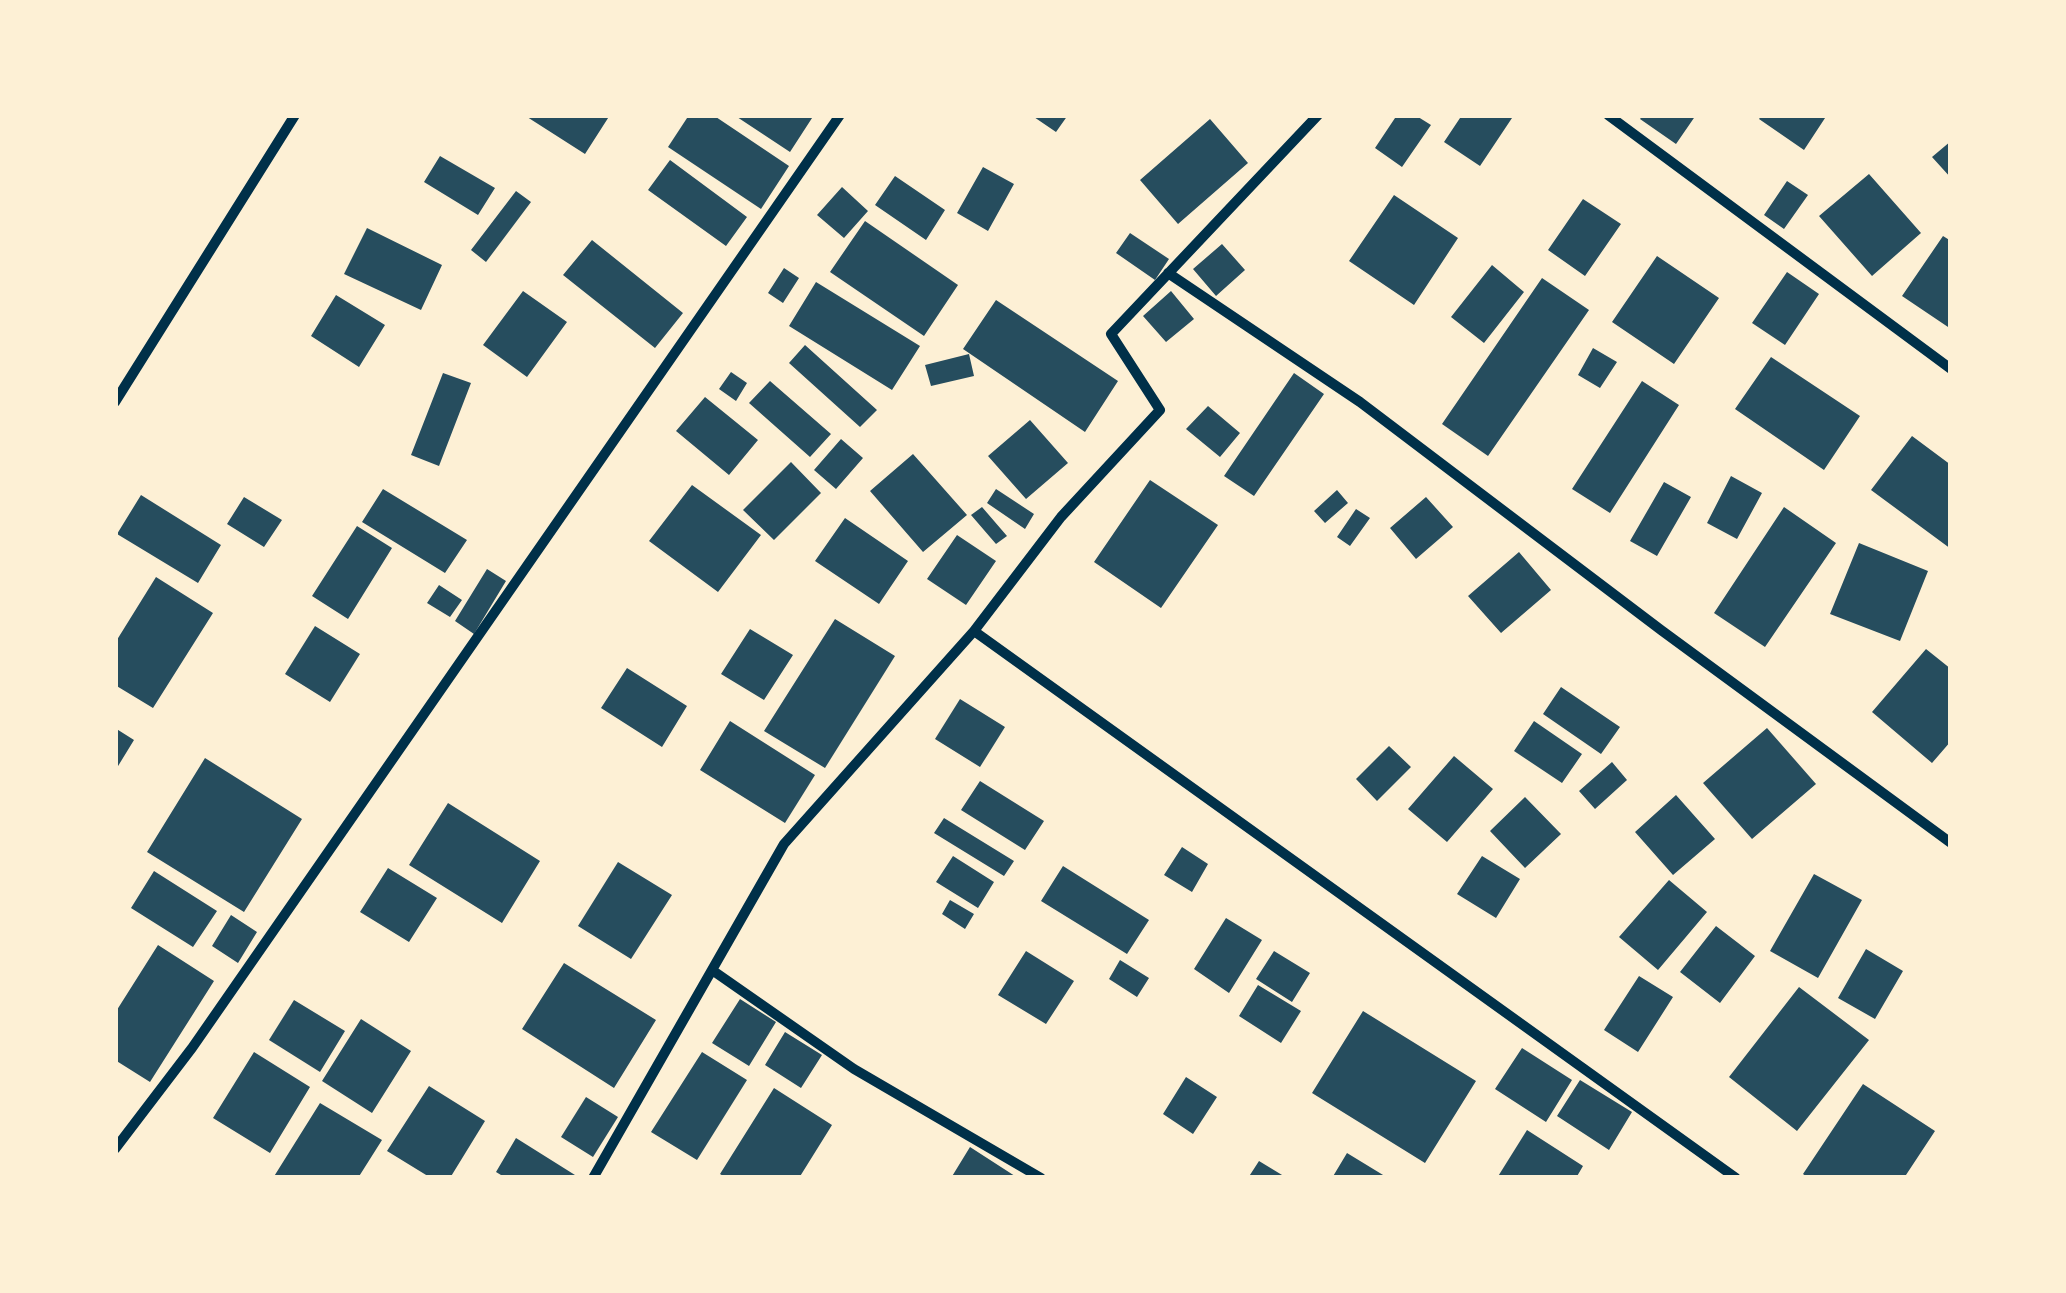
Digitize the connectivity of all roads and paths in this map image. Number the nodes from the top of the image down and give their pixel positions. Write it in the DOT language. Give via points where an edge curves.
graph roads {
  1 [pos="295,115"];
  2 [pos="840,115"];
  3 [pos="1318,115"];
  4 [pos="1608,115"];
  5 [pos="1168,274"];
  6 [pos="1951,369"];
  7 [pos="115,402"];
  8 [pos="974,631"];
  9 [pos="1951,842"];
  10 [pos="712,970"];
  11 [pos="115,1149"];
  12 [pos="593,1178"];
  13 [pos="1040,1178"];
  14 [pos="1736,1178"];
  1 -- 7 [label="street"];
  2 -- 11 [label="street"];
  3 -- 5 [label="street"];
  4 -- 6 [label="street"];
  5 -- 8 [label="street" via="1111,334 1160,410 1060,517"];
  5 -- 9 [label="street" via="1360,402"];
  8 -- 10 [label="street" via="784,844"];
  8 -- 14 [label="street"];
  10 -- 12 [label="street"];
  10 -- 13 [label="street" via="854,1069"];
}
━━━
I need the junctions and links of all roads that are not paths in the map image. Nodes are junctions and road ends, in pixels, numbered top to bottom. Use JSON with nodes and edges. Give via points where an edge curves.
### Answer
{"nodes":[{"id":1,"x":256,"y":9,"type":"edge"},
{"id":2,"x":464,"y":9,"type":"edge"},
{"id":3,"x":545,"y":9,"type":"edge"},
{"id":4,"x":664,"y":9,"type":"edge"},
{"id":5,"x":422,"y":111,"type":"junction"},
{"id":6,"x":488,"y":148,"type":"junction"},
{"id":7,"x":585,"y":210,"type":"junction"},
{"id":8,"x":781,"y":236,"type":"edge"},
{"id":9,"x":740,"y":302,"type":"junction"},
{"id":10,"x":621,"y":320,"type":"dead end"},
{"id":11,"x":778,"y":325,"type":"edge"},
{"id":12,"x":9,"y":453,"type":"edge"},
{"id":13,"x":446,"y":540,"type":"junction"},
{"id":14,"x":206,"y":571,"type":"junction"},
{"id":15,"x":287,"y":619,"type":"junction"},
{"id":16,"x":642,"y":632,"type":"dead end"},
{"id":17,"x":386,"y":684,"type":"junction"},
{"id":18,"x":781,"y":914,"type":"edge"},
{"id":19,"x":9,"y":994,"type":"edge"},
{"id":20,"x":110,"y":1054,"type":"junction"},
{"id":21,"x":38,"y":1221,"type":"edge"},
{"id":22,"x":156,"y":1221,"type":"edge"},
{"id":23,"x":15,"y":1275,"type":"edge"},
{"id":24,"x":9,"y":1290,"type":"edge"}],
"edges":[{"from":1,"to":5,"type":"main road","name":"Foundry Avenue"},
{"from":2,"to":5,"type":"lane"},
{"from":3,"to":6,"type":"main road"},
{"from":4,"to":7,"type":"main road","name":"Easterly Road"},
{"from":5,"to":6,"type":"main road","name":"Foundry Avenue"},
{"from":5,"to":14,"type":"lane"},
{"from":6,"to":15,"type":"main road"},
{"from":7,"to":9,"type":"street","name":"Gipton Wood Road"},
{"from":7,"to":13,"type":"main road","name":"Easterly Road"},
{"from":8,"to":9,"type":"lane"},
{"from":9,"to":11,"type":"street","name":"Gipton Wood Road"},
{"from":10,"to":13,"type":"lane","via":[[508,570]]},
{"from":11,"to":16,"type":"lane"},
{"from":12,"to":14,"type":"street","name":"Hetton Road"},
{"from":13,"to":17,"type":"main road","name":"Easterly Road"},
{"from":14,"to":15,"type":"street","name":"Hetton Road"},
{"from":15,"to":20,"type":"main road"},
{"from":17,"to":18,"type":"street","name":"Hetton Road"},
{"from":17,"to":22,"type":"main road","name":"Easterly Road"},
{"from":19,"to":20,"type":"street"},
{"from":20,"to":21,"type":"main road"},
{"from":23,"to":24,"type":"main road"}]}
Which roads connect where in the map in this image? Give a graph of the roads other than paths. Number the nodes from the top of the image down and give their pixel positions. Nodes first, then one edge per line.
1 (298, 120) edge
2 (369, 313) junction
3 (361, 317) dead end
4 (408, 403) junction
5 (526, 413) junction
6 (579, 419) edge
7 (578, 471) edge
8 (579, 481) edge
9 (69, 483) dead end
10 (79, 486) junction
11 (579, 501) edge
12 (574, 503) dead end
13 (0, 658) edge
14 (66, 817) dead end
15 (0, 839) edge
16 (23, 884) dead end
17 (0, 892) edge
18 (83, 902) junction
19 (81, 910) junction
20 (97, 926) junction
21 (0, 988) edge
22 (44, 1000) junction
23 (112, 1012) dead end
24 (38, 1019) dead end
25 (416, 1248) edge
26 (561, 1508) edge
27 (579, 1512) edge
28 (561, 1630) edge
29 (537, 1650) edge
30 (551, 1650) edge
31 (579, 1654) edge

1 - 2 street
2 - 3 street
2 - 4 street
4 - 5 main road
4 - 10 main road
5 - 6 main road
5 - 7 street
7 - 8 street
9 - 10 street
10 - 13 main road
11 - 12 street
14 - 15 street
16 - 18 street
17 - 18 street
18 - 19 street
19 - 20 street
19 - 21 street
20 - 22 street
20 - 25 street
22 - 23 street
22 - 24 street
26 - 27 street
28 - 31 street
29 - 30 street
━━━
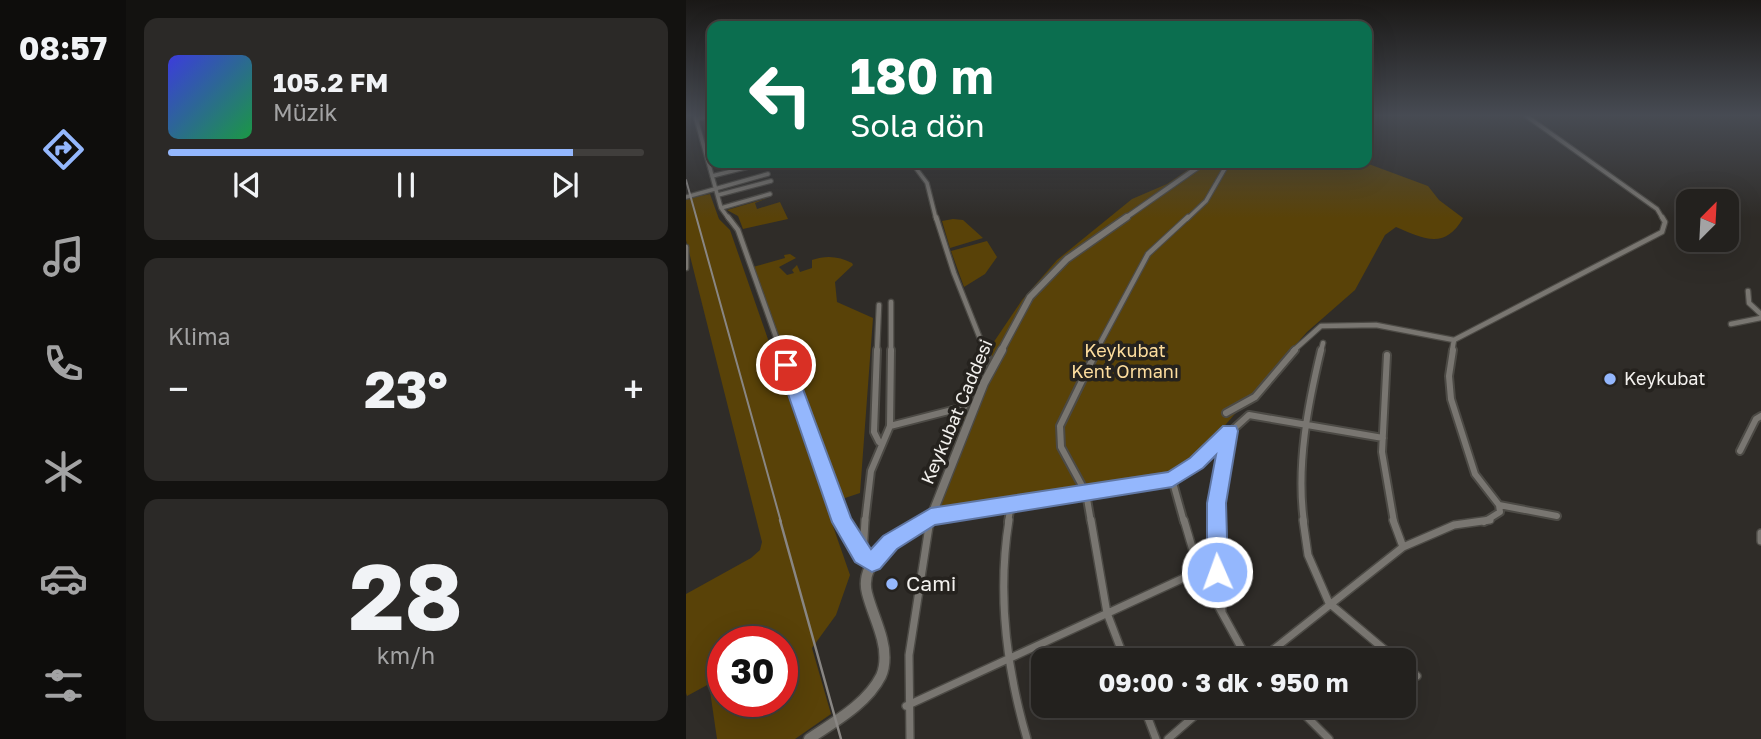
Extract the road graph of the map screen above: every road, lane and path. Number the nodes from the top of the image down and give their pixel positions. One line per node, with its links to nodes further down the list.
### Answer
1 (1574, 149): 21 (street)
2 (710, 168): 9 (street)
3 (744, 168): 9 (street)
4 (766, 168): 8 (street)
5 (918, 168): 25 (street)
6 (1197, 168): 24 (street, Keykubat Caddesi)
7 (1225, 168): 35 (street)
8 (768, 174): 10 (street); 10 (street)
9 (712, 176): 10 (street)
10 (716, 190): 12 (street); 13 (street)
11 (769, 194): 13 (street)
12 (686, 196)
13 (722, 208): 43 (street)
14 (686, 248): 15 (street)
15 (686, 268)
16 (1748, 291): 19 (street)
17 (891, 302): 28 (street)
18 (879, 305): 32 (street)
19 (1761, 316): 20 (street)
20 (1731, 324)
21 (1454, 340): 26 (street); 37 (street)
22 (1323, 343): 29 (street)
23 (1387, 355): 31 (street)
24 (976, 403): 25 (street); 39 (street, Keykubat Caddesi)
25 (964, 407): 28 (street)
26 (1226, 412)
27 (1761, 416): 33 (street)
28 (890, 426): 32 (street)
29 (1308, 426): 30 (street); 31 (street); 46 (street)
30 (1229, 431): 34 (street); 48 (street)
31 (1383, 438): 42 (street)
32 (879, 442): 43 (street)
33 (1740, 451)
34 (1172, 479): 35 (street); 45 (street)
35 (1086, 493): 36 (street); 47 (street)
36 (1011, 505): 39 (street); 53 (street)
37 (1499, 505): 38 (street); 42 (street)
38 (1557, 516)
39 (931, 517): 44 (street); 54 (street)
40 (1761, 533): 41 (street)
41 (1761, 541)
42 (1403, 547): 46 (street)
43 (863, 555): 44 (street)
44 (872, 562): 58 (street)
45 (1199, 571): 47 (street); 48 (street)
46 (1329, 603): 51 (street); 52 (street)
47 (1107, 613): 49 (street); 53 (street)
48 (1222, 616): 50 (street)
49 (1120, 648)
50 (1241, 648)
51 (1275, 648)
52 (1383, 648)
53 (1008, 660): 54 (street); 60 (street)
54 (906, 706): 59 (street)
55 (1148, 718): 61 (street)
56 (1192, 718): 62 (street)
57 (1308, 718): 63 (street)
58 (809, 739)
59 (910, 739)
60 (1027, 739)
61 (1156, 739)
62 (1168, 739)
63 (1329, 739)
━━━
■ Work item ■
What is the number of lines in these entries that hold "links"? Reply with the figure alone.

■ Completed exercise ■
2